(Information begins)

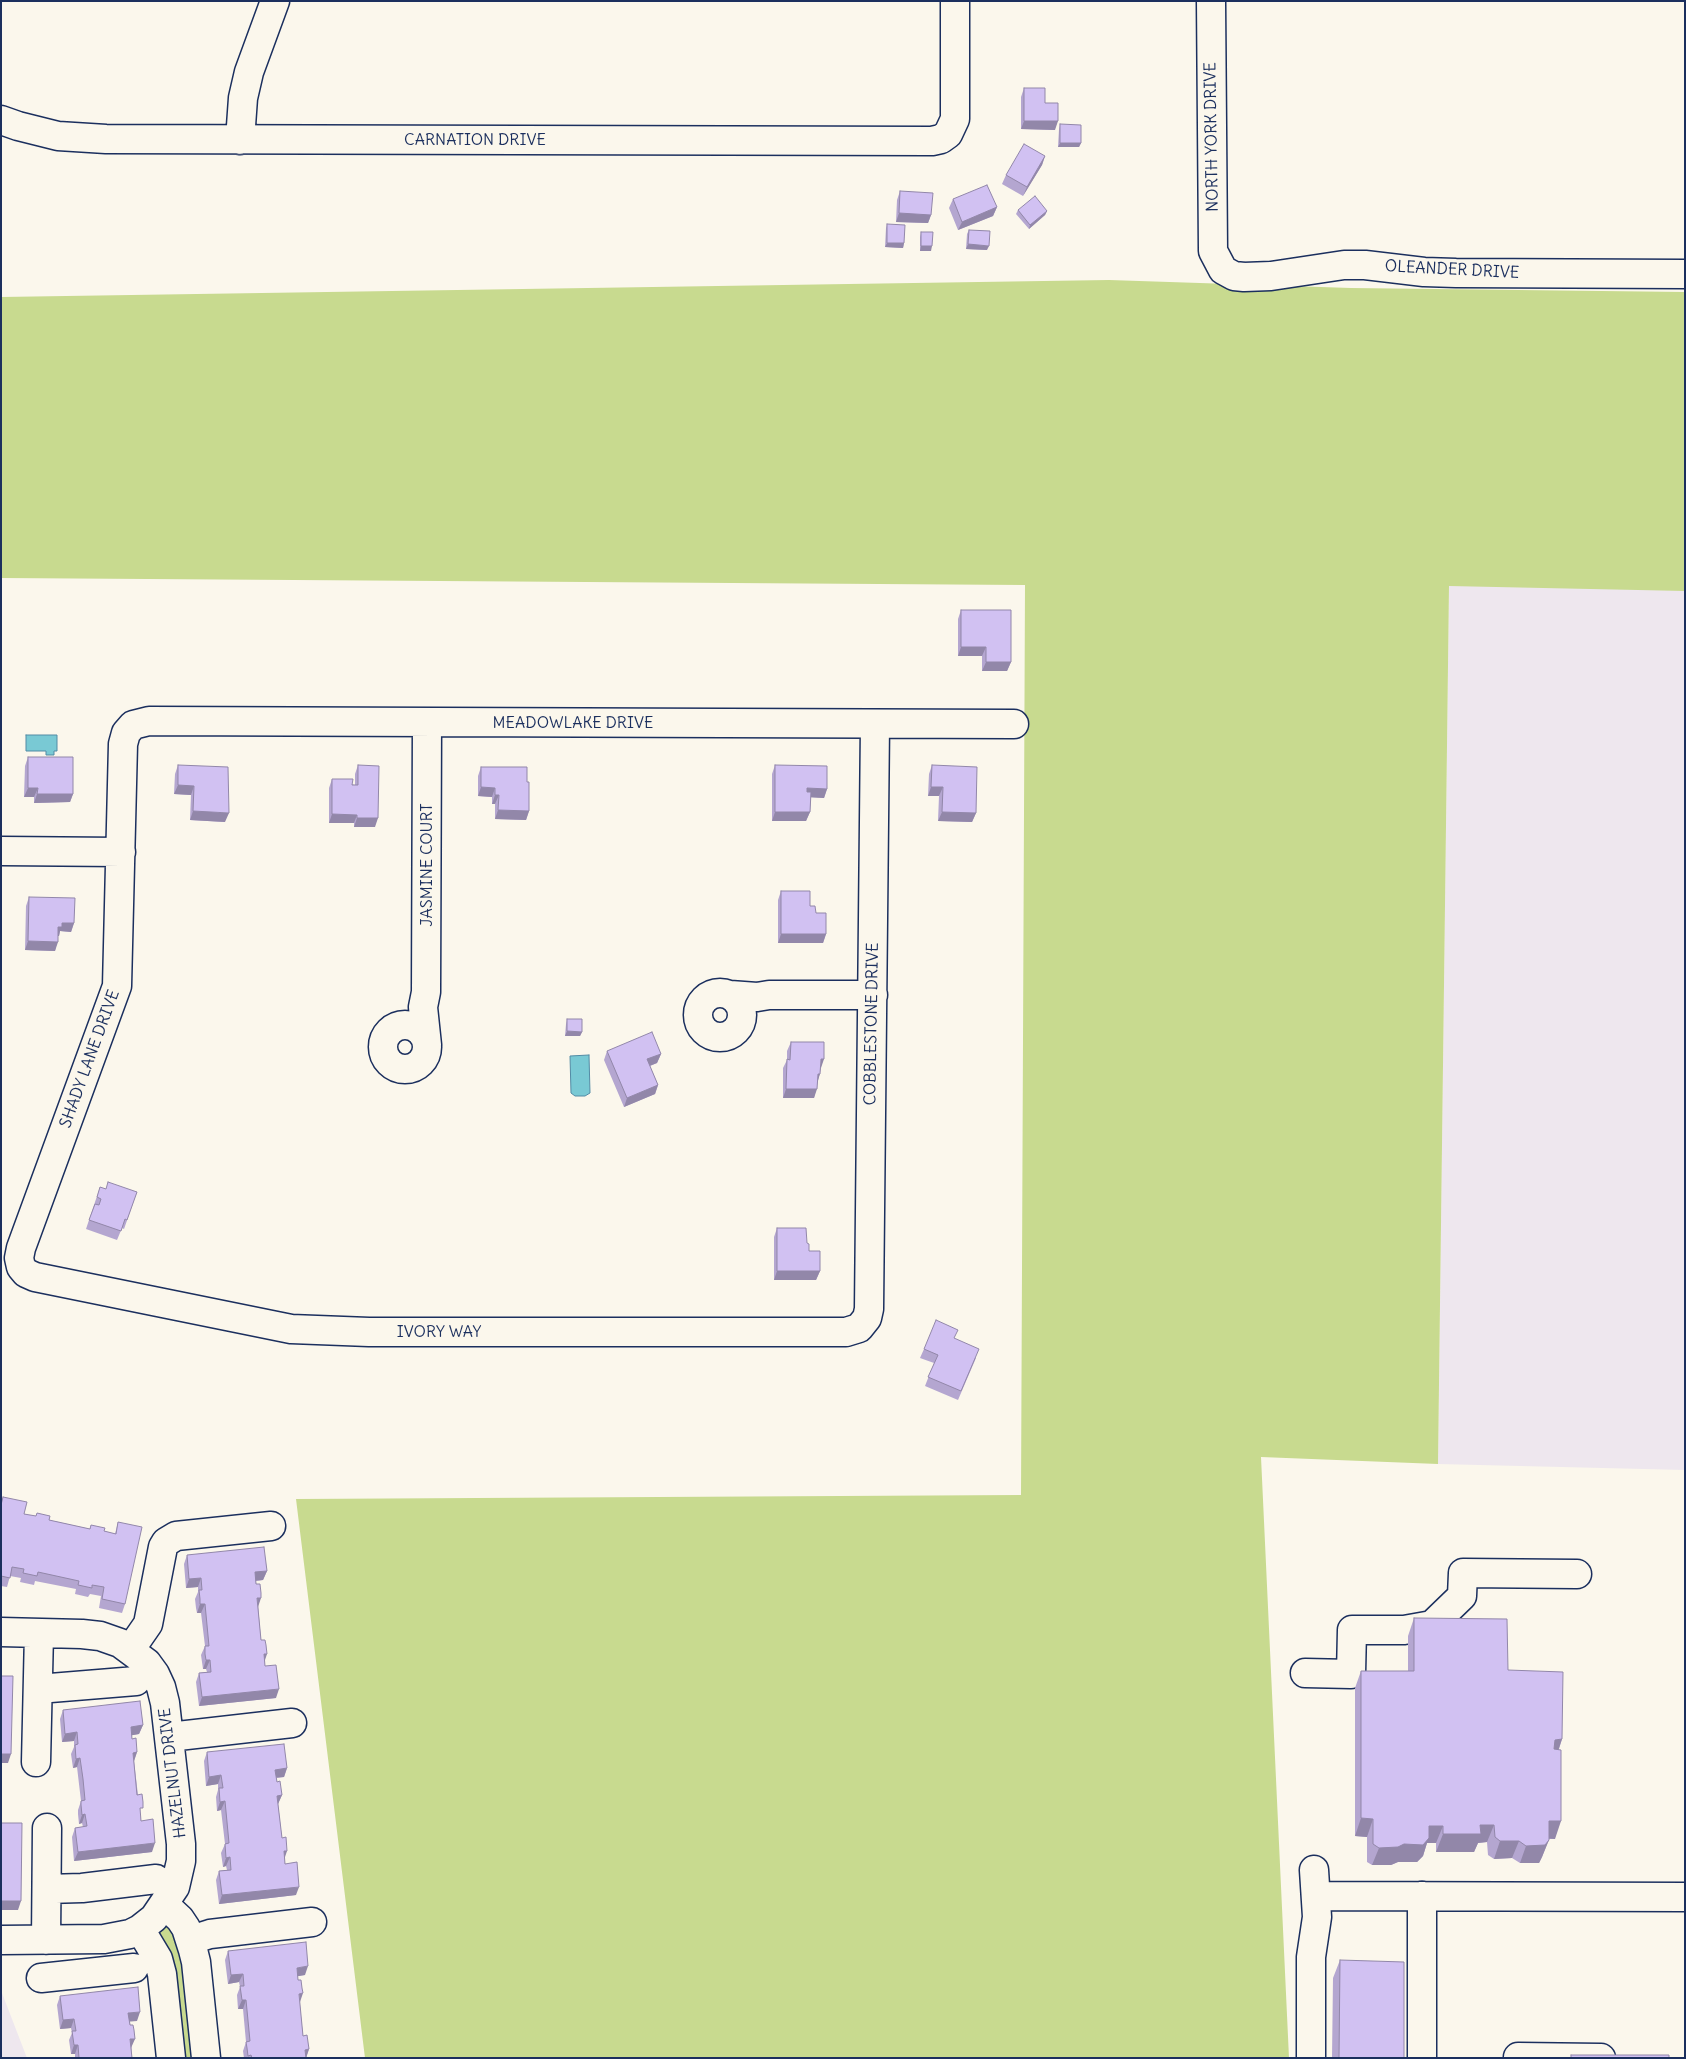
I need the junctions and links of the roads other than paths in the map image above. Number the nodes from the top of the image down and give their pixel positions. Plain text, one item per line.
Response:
1 (275, 1) edge
2 (955, 1) edge
3 (1211, 1) edge
4 (1, 120) edge
5 (240, 140) junction
6 (1223, 270) joint
7 (1685, 274) edge
8 (427, 723) junction
9 (875, 724) junction
10 (1014, 724) dead end
11 (133, 725) joint
12 (1, 851) edge
13 (121, 852) junction
14 (730, 995) junction
15 (873, 995) junction
16 (757, 998) junction
17 (423, 1007) junction
18 (742, 1020) junction
19 (401, 1025) junction
20 (427, 1045) junction
21 (21, 1266) joint
22 (864, 1324) joint
23 (271, 1526) dead end
24 (1576, 1574) dead end
25 (1, 1632) edge
26 (40, 1633) junction
27 (130, 1650) junction
28 (1305, 1673) dead end
29 (136, 1681) dead end
30 (38, 1689) junction
31 (292, 1723) dead end
32 (170, 1737) junction
33 (36, 1762) dead end
34 (47, 1828) dead end
35 (156, 1879) dead end
36 (47, 1889) junction
37 (1422, 1896) junction
38 (1685, 1897) edge
39 (164, 1905) junction
40 (312, 1922) dead end
41 (140, 1929) junction
42 (1, 1940) edge
43 (55, 1940) junction
44 (190, 1940) junction
45 (134, 1968) dead end
46 (1518, 2057) edge
47 (171, 2058) edge
48 (206, 2058) edge
49 (1311, 2058) edge
50 (1422, 2058) edge
51 (1601, 2058) edge

1 - 5 street
2 - 5 street, CARNATION DRIVE
3 - 6 street, NORTH YORK DRIVE
4 - 5 street, CARNATION DRIVE
6 - 7 street, OLEANDER DRIVE
8 - 9 street, MEADOWLAKE DRIVE
8 - 11 street, MEADOWLAKE DRIVE
8 - 17 street, JASMINE COURT
9 - 10 street, MEADOWLAKE DRIVE
9 - 15 street, COBBLESTONE DRIVE
11 - 13 street, SHADY LANE DRIVE
12 - 13 street
13 - 21 street, SHADY LANE DRIVE
14 - 16 street
14 - 18 street
14 - 18 street
15 - 16 street
15 - 22 street, COBBLESTONE DRIVE
16 - 18 street
17 - 19 street
17 - 20 street, JASMINE COURT
19 - 20 street
19 - 20 street
21 - 22 street, IVORY WAY
23 - 27 street
24 - 28 street
25 - 26 street, HAZELNUT DRIVE
26 - 27 street, HAZELNUT DRIVE
26 - 30 street
27 - 32 street, HAZELNUT DRIVE
29 - 30 street
30 - 33 street
31 - 32 street
32 - 39 street, HAZELNUT DRIVE
34 - 36 street
35 - 36 street
36 - 43 street
37 - 38 street
37 - 49 street
37 - 50 street
39 - 41 street, HAZELNUT DRIVE
39 - 44 street
40 - 44 street
41 - 43 street
41 - 47 street
42 - 43 street
43 - 45 street
44 - 48 street
46 - 51 street

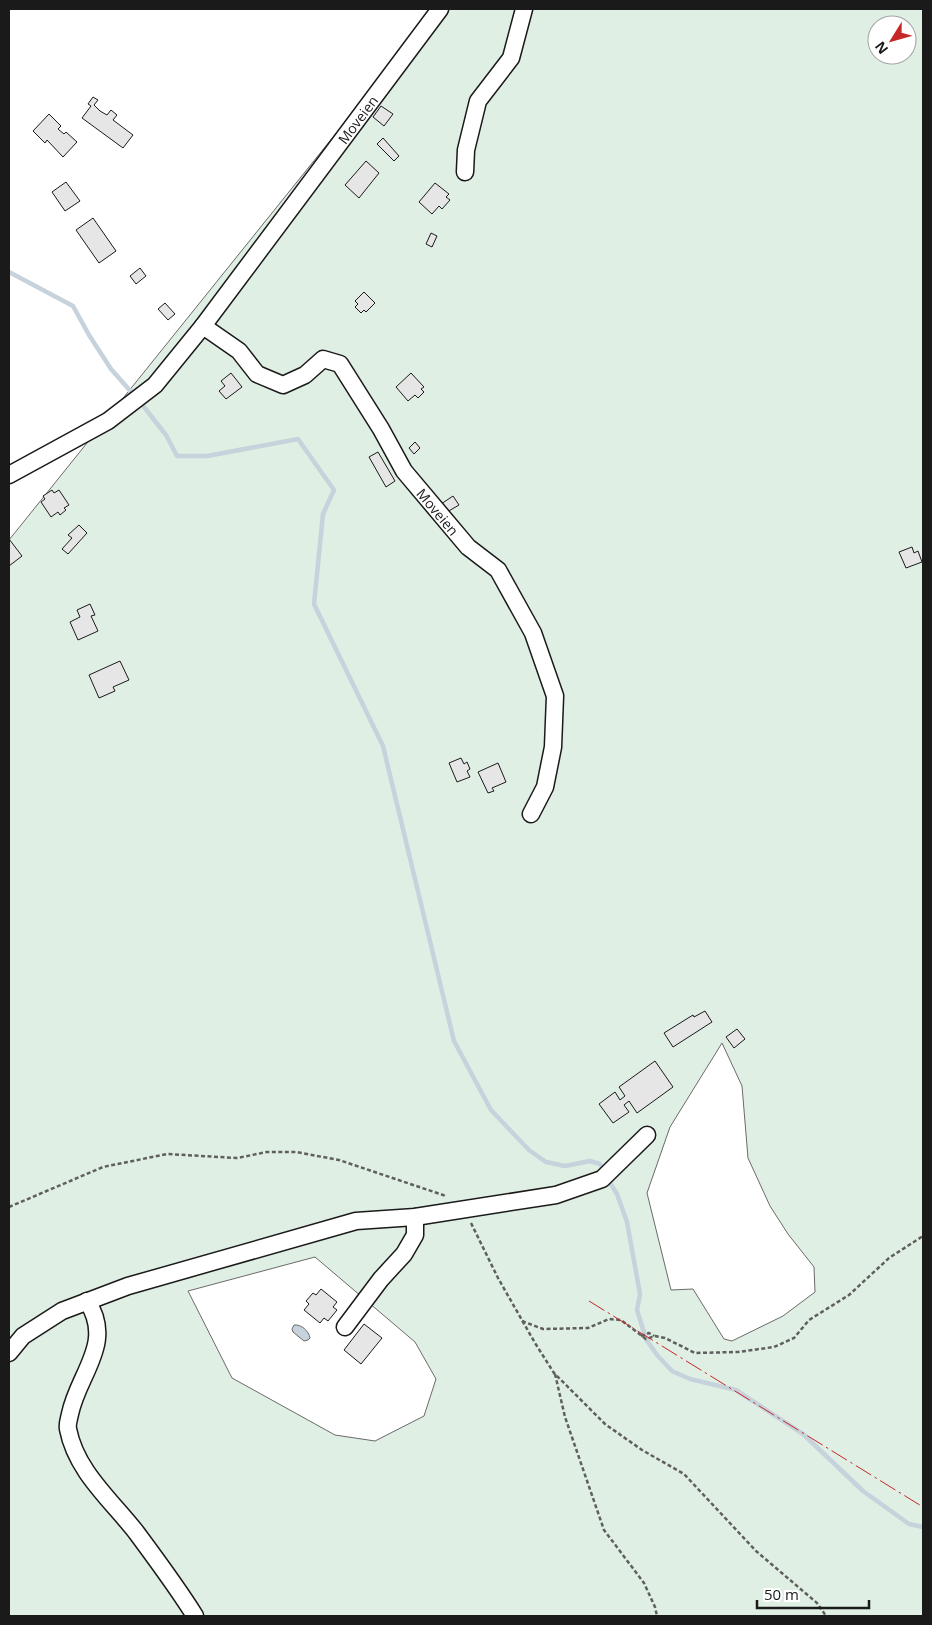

(Information ends)

**Work item**
From the records above, count the lines in which the string "LANE" is found, and answer with the number alone.

**Result**
2